Sometimes, especially on smaller servers with low RAM, the server can get overloaded with way too many procedures at the same time and slows down significantly or even hangs. At these times often to your server, it’s a good idea to limit the quantity of processes to a number your server can handle. This way existing guests will be capable to quickly weight your website. The downside is that whenever the limit amount of processes are reached site visitors will get a mistake and will not be able to weight your site. But, and you’ll probably recognize, this continues to be better than creating a wesite that is incredibly slow or will suspend for an extended period of time. Follow these steps:
1. First find out how much RAM you have been available for Apache procedures. Usually, this amounts to the RAM you have left after you’ve discounted the amount you use for MySQL and other server components you utilize RAM for. As an example, we take 250mb.
2. Now run the very best command word in SSH access. In the list that comes after first find a www-data process. Once you observe one quickly look for its RES column and find out which value they have, for example: 5109 or 19m. The example value 5109 means 5.1mb and 19m for 19mb. This RES value is the quantity of RAM all single process needs.
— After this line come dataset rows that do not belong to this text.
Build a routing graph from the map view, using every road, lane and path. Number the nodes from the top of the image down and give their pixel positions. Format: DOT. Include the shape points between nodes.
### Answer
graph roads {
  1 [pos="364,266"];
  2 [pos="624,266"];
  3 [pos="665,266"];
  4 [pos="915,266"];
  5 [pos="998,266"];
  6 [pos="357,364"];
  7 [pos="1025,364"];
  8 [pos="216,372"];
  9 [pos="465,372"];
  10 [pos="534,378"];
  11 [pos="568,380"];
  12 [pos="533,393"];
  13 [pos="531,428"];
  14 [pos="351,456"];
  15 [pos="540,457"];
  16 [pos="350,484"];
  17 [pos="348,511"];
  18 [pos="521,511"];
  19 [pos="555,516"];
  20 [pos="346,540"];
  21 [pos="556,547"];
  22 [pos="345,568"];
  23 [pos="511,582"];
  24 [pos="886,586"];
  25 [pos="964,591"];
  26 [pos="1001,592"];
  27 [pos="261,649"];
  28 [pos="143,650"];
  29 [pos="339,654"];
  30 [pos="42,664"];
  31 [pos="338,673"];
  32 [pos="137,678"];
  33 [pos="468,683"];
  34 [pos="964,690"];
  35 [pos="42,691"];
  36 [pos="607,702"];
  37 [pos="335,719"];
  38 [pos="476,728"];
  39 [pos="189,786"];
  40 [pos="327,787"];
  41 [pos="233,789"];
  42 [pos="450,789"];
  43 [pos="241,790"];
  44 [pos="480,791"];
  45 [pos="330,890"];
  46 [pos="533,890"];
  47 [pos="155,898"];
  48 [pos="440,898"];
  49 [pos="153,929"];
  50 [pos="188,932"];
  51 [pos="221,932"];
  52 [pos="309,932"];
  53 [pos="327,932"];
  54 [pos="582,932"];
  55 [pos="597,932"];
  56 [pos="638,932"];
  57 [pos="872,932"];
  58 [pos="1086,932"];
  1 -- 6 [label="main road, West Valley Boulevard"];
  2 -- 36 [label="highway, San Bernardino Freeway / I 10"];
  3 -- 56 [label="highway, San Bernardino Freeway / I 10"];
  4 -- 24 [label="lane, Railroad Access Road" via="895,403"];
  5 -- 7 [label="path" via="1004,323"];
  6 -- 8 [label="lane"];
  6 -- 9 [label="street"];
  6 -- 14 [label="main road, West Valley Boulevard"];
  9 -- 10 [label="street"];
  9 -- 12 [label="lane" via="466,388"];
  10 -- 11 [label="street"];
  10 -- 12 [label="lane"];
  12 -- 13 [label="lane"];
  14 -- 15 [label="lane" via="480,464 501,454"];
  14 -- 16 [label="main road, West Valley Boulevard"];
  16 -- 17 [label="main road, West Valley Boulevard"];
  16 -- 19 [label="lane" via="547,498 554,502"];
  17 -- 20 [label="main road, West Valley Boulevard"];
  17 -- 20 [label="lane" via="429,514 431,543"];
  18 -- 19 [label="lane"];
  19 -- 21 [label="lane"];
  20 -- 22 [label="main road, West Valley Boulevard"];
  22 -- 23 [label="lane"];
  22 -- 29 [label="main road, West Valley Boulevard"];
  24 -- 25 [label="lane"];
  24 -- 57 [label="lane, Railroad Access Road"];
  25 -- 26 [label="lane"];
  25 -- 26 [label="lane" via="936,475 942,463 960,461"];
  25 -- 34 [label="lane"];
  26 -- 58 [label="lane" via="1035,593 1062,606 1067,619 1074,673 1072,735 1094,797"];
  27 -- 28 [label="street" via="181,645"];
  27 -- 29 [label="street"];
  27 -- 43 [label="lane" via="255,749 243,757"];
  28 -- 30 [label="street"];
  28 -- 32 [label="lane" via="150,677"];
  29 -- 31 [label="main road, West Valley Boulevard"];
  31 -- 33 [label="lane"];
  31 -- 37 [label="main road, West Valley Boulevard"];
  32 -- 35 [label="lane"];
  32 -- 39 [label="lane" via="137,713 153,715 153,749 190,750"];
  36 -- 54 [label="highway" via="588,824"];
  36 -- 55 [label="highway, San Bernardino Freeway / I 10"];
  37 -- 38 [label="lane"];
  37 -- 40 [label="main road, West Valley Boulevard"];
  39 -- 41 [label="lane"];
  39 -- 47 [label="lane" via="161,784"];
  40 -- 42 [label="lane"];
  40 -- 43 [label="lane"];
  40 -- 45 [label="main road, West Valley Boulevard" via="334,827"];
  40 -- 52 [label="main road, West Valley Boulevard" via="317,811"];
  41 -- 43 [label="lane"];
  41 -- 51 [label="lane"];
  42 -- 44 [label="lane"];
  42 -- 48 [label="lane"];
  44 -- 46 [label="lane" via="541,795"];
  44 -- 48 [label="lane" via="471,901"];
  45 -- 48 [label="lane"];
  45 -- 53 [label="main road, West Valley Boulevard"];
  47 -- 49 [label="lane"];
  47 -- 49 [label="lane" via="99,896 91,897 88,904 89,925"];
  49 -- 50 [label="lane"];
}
3. Now we take the amount of RAM we have been available for Apache and we’ll divide it with the total amount every process needs. So let’s separate the example amount of 250mb of free Apache RAM and divide it with the 5.1mb example RES value, quite simply: 250 divided by 5.1 that includes a outcome around 49. This is the amount of processes the example Apache create with 250mb reserved for Apache processes can handle. If you review this limit, the server can get overloaded.
4. Now we know the quantity of processes the example create are designed for we have to change the MaxClients value in the Apache config document. We can do this by editing the /etc/apache2/apache2.conf document in SSH access. We search for the MaxClients value under the mpm_prefork_module section and change it to 49. Now the server has a limit of 49 processes. Every additional process which explains that amount will now be obstructed instead of slowing down the server. Keep in mind, the 49 value is just a good example value. You will need to discover and calculate the fitted amount for your server on your own.